**Data for this exercise:**
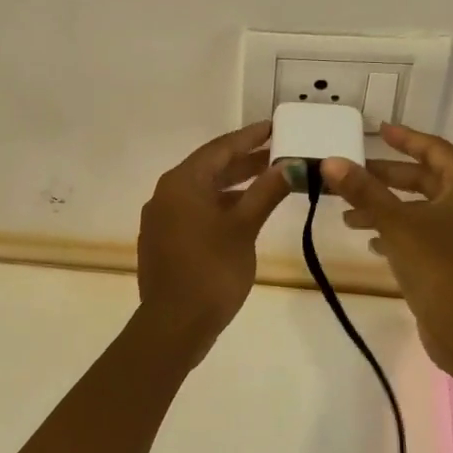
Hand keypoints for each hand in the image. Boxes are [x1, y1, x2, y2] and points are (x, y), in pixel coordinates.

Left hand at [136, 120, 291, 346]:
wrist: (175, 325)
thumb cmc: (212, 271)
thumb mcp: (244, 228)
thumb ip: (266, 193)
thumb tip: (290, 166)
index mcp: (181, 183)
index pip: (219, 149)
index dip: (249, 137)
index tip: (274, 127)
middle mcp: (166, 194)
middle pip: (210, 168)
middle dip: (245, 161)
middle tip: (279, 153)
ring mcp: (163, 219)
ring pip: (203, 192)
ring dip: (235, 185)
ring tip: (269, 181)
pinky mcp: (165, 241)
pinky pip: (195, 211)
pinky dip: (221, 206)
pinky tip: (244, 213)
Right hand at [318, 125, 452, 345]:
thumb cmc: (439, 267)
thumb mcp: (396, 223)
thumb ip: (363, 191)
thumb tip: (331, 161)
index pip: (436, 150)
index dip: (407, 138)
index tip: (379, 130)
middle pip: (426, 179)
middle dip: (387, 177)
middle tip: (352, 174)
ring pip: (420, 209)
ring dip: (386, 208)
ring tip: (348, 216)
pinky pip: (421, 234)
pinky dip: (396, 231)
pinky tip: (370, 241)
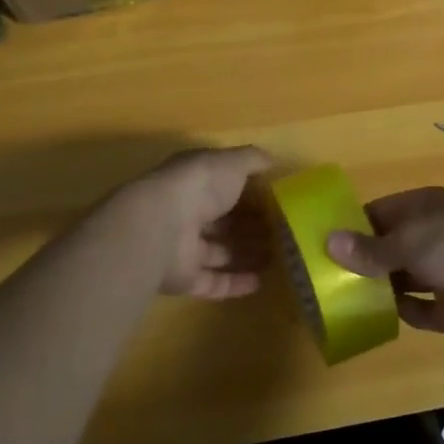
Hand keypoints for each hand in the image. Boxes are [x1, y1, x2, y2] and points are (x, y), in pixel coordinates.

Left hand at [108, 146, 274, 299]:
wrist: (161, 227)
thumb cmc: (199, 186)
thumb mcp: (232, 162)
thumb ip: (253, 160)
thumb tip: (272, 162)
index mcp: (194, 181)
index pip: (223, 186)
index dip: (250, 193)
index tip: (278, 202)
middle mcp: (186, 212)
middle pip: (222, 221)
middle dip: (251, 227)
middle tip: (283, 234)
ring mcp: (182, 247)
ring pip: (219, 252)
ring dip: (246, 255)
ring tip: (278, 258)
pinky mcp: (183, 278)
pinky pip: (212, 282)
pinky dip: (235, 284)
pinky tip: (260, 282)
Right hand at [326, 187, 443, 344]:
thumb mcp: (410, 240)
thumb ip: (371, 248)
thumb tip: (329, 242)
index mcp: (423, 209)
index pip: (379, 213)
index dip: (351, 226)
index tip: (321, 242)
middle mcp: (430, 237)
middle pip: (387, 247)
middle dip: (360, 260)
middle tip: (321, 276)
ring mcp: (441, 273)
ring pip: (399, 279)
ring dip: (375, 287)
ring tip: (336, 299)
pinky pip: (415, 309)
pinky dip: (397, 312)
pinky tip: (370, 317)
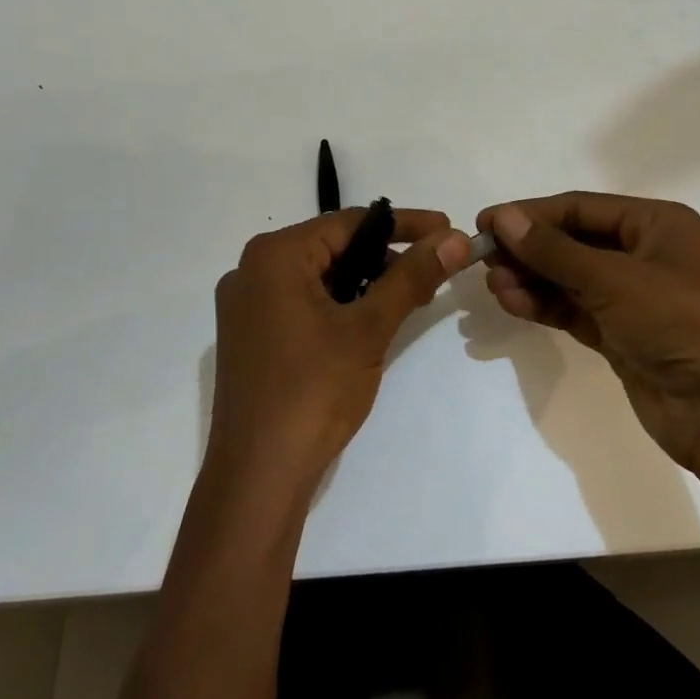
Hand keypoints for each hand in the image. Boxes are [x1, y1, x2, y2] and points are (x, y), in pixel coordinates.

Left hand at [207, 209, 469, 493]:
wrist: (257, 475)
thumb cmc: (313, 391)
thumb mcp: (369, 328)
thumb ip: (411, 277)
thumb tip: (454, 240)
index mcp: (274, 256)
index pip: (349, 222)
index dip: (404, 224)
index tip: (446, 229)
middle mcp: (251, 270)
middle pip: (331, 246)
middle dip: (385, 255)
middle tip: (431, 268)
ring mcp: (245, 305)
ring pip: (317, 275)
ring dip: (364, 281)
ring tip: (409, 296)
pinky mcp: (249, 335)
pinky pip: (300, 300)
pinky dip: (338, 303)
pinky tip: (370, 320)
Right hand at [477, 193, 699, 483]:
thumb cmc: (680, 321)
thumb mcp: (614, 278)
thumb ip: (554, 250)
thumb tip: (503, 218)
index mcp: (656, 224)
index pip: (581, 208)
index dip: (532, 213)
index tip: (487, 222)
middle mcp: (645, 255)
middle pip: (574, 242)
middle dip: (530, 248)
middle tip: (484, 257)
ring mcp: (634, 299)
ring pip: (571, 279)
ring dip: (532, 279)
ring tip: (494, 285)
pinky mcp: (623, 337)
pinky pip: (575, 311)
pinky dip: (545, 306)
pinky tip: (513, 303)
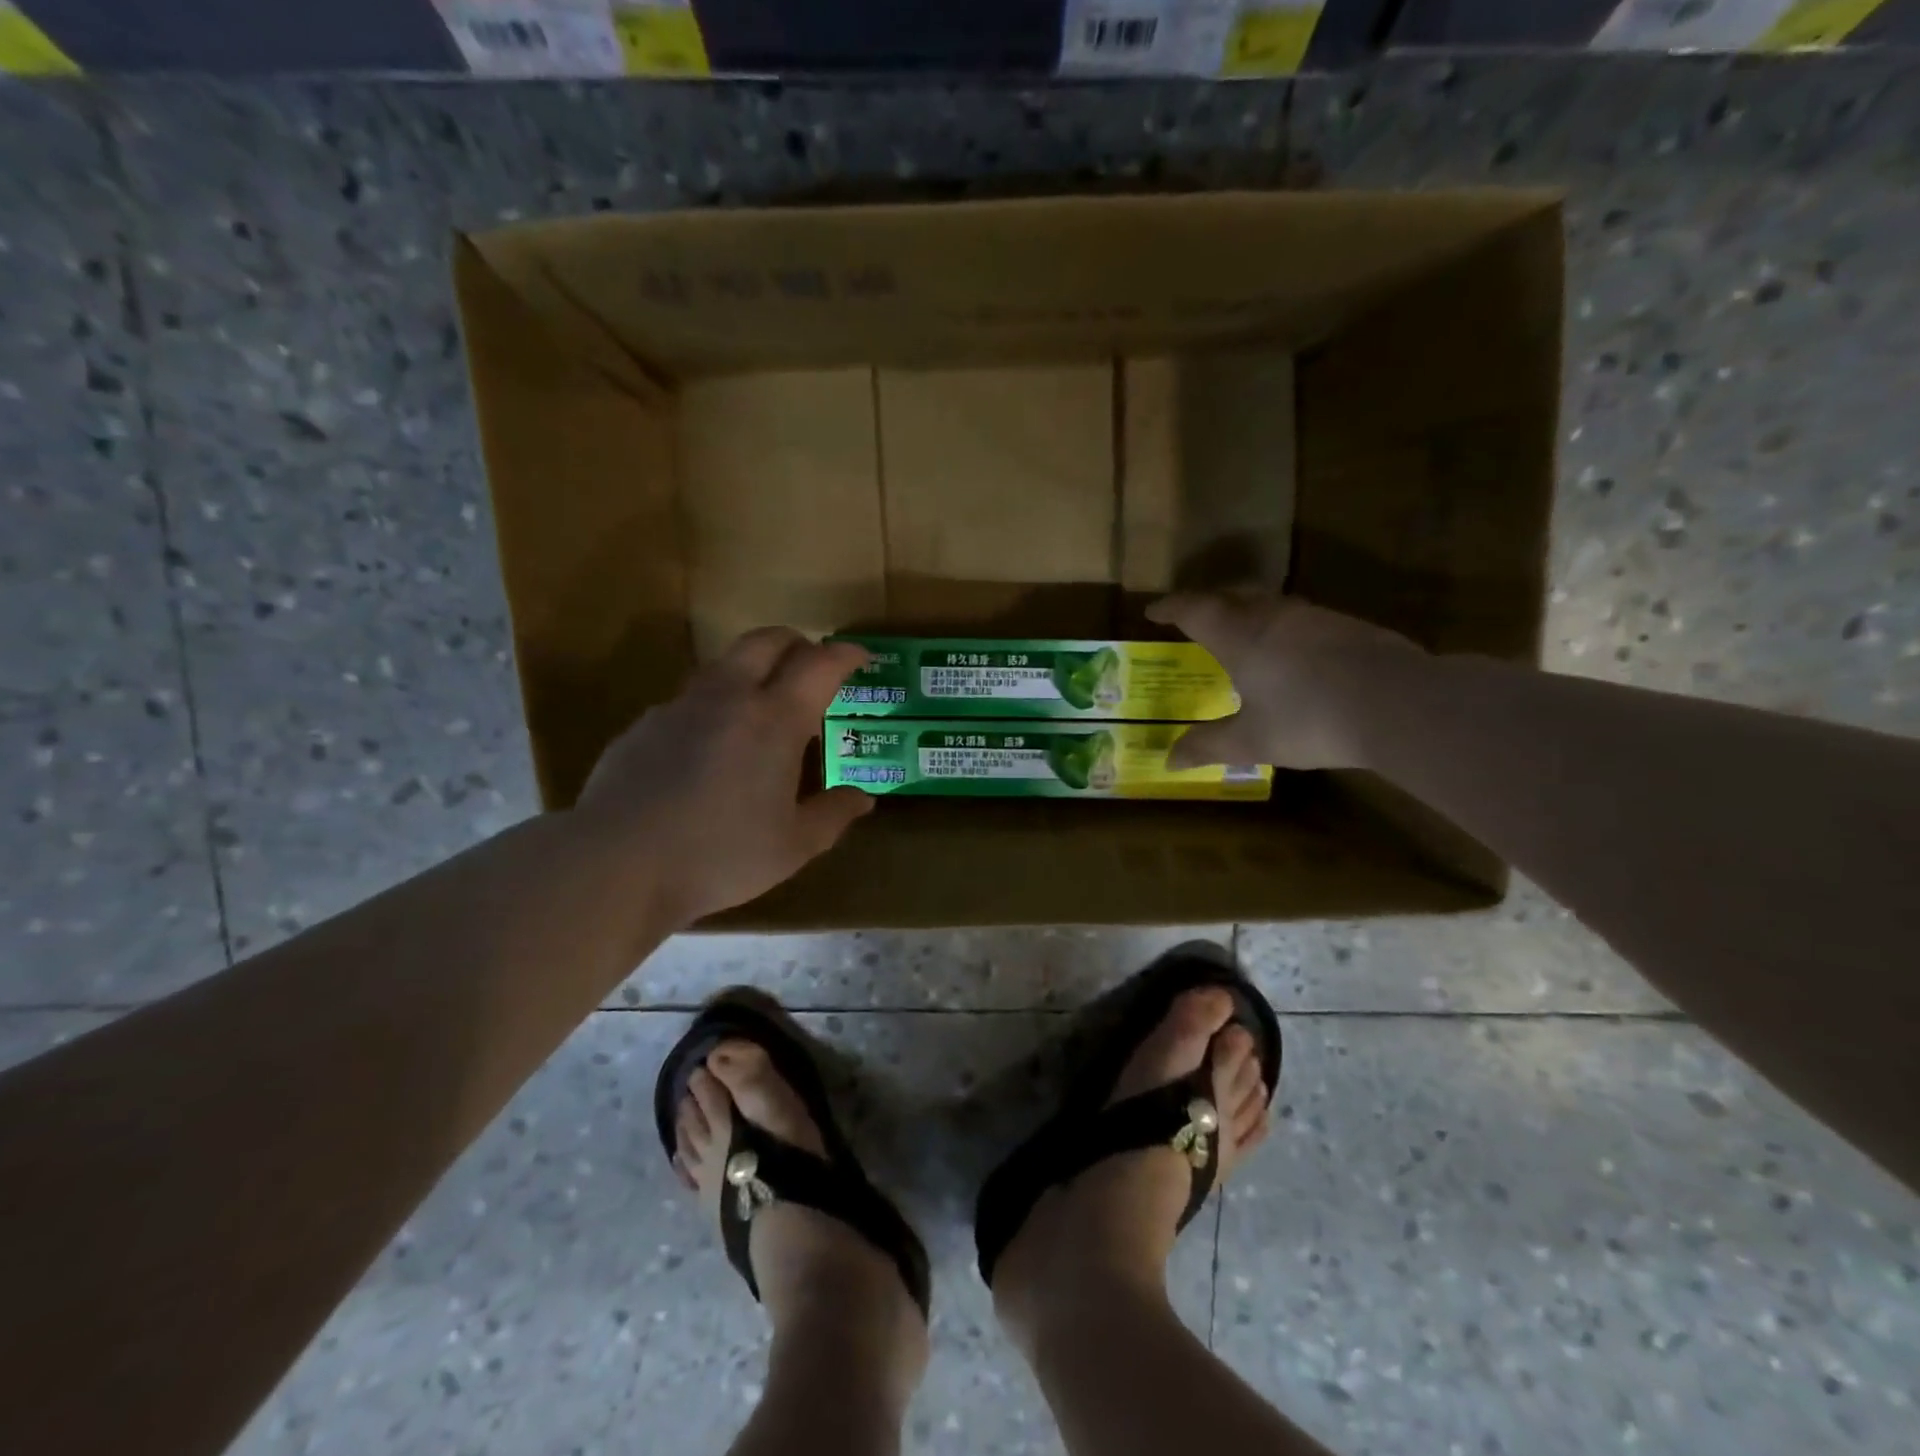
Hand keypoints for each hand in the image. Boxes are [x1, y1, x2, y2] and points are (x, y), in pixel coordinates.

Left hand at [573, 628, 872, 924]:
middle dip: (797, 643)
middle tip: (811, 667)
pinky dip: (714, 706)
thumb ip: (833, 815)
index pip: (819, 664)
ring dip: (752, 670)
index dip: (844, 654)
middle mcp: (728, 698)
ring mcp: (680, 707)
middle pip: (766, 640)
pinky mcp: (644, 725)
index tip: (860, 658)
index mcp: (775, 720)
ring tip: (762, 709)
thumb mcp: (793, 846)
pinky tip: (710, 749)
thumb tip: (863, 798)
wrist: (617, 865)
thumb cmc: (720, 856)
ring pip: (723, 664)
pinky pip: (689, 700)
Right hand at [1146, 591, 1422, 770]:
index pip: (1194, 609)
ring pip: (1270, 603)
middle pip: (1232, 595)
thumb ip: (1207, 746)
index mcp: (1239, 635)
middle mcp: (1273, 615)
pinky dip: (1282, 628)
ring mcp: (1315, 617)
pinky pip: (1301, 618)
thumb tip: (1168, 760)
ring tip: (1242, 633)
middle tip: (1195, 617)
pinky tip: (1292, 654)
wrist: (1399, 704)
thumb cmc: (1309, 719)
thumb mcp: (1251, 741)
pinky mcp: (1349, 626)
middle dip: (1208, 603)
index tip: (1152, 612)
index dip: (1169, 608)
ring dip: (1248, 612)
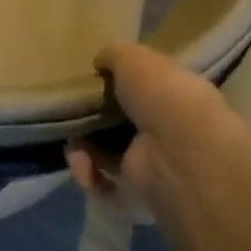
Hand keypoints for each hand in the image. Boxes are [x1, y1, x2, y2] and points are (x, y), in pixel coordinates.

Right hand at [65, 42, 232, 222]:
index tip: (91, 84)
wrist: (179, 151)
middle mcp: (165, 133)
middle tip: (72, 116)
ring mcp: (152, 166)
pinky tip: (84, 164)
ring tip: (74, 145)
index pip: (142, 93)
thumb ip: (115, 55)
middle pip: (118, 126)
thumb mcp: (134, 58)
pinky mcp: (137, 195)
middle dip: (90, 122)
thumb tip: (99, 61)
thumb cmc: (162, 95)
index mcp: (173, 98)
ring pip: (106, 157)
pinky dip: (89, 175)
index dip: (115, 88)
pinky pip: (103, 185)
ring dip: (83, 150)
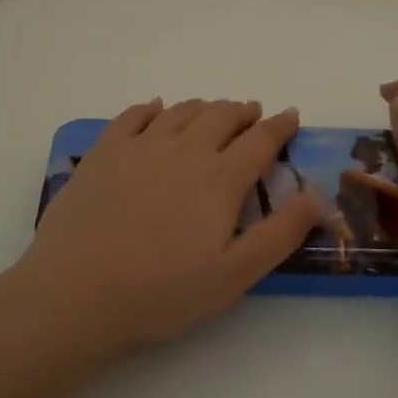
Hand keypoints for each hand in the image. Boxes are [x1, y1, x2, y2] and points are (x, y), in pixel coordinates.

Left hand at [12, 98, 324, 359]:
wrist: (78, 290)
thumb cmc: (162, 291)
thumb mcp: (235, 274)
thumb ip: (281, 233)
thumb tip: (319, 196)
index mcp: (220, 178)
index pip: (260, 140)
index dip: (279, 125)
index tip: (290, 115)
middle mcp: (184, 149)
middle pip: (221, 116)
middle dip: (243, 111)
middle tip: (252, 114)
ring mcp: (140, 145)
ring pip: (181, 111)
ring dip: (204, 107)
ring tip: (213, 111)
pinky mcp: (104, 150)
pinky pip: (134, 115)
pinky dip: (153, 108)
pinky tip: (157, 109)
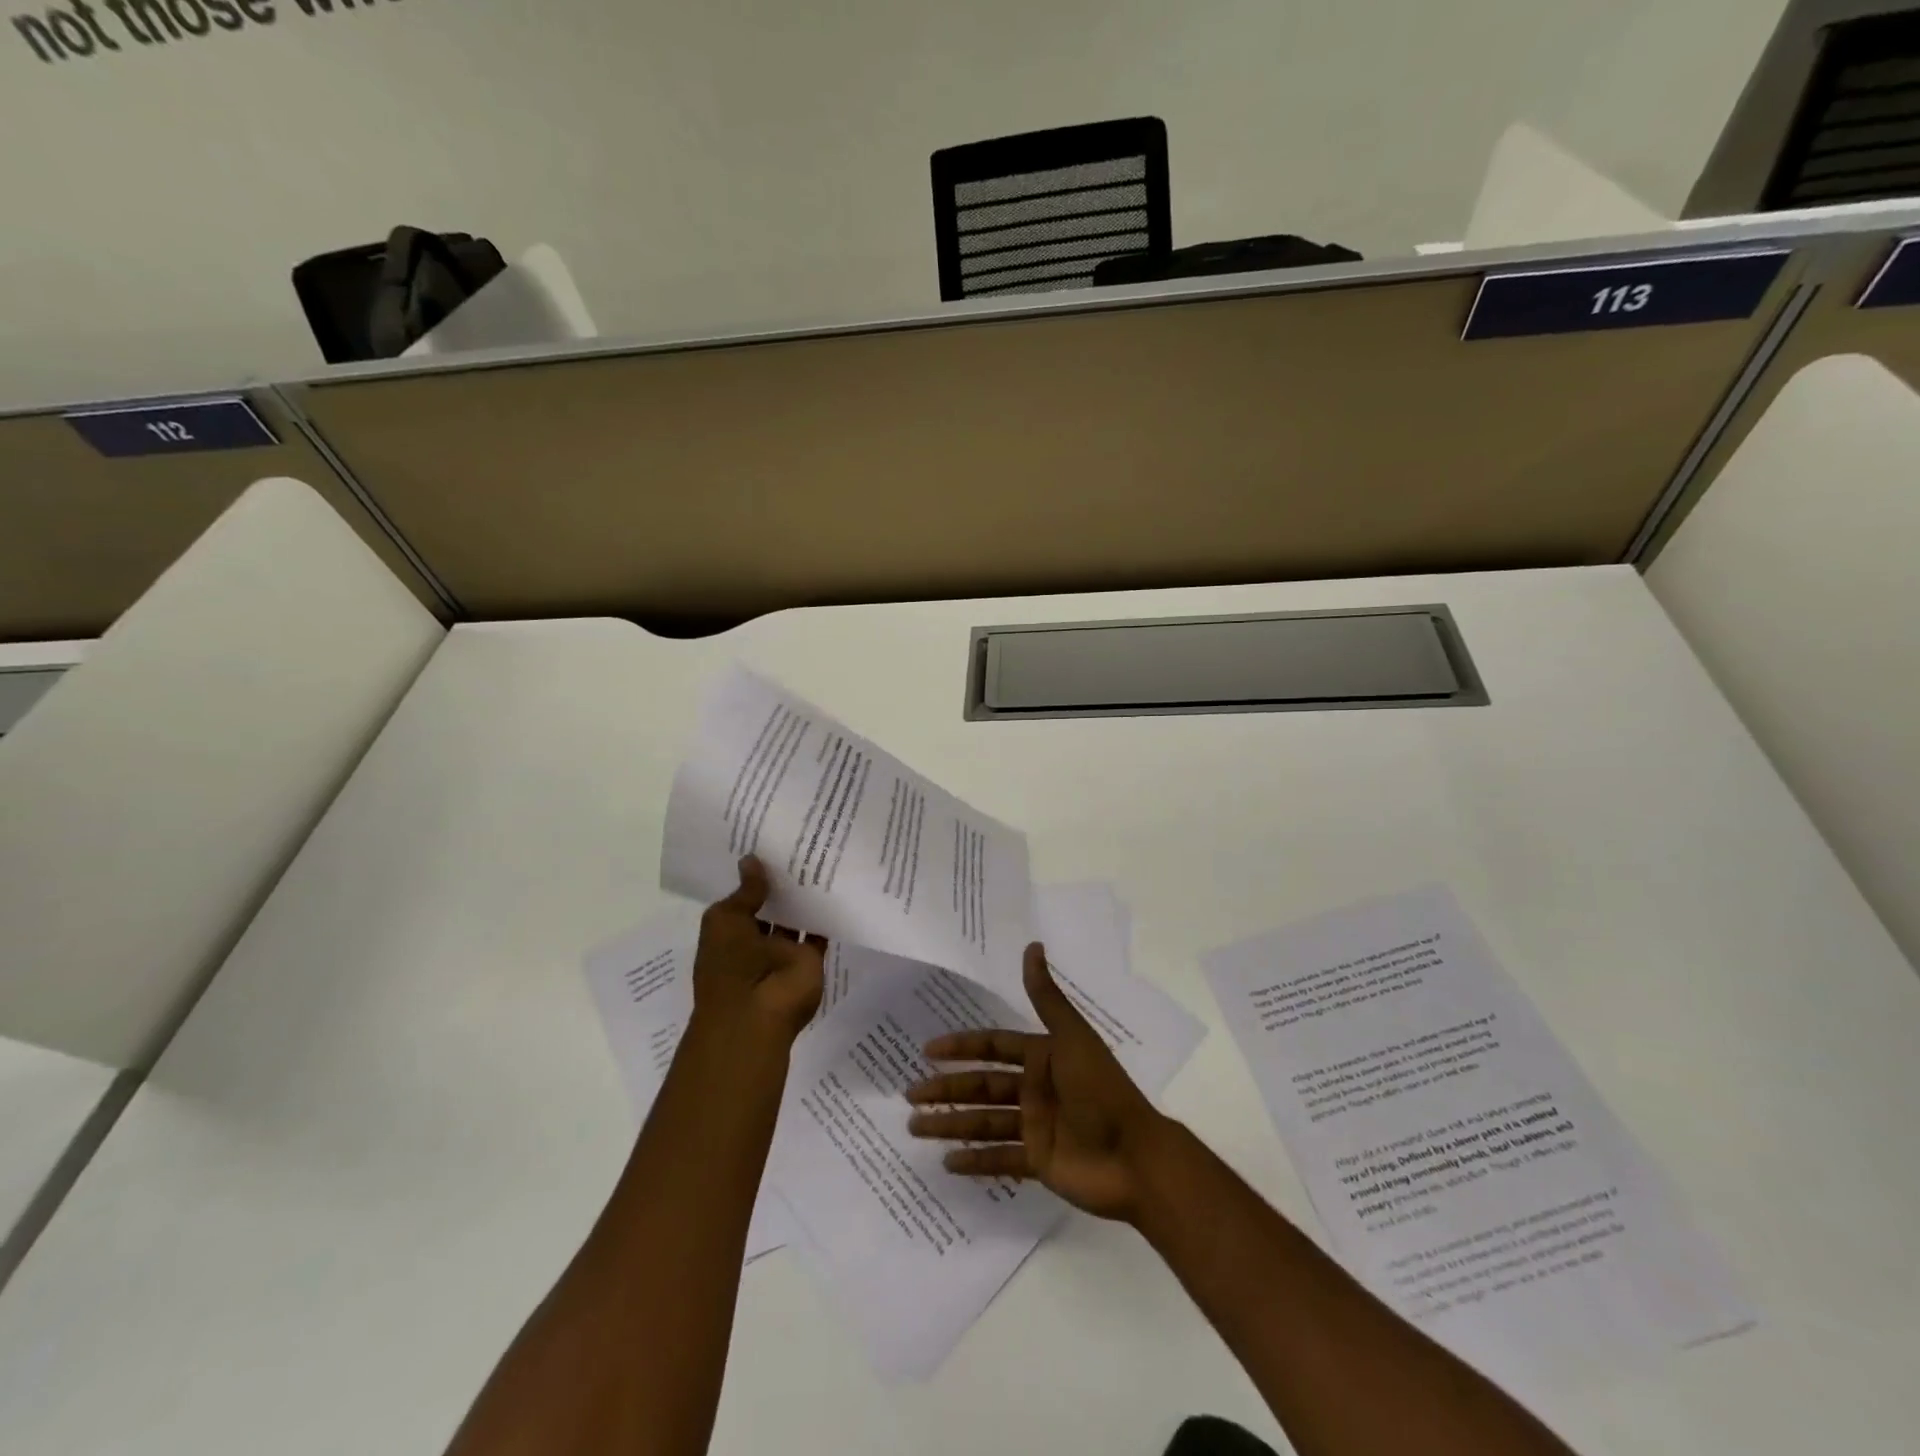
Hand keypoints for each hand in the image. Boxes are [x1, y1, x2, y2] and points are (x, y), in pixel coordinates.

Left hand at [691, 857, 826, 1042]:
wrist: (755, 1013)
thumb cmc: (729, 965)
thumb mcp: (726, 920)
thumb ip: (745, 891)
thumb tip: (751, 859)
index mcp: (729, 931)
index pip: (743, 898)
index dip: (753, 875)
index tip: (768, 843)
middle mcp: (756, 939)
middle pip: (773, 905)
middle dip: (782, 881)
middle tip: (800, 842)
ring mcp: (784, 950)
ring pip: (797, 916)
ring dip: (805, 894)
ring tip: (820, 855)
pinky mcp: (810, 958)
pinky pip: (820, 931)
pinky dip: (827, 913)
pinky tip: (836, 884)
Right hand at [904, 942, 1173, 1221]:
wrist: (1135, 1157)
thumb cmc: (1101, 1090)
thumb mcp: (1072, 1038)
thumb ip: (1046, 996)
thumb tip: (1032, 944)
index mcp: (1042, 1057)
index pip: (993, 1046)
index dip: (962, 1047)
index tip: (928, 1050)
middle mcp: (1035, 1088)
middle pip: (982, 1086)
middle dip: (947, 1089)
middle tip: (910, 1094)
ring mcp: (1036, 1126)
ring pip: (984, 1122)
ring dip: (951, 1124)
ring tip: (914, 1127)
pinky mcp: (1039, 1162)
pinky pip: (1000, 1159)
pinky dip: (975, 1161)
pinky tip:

**Task to carry out:**
From the records above, show each line that contains the word "Left".

**Response to the task:**
Left hand at [136, 120, 291, 346]:
Left hand at [108, 146, 274, 299]:
Left hand at [207, 209, 469, 493]:
Left hand at [573, 628, 872, 924]:
Left hand at [12, 98, 324, 359]:
Left hand at [691, 857, 826, 1042]:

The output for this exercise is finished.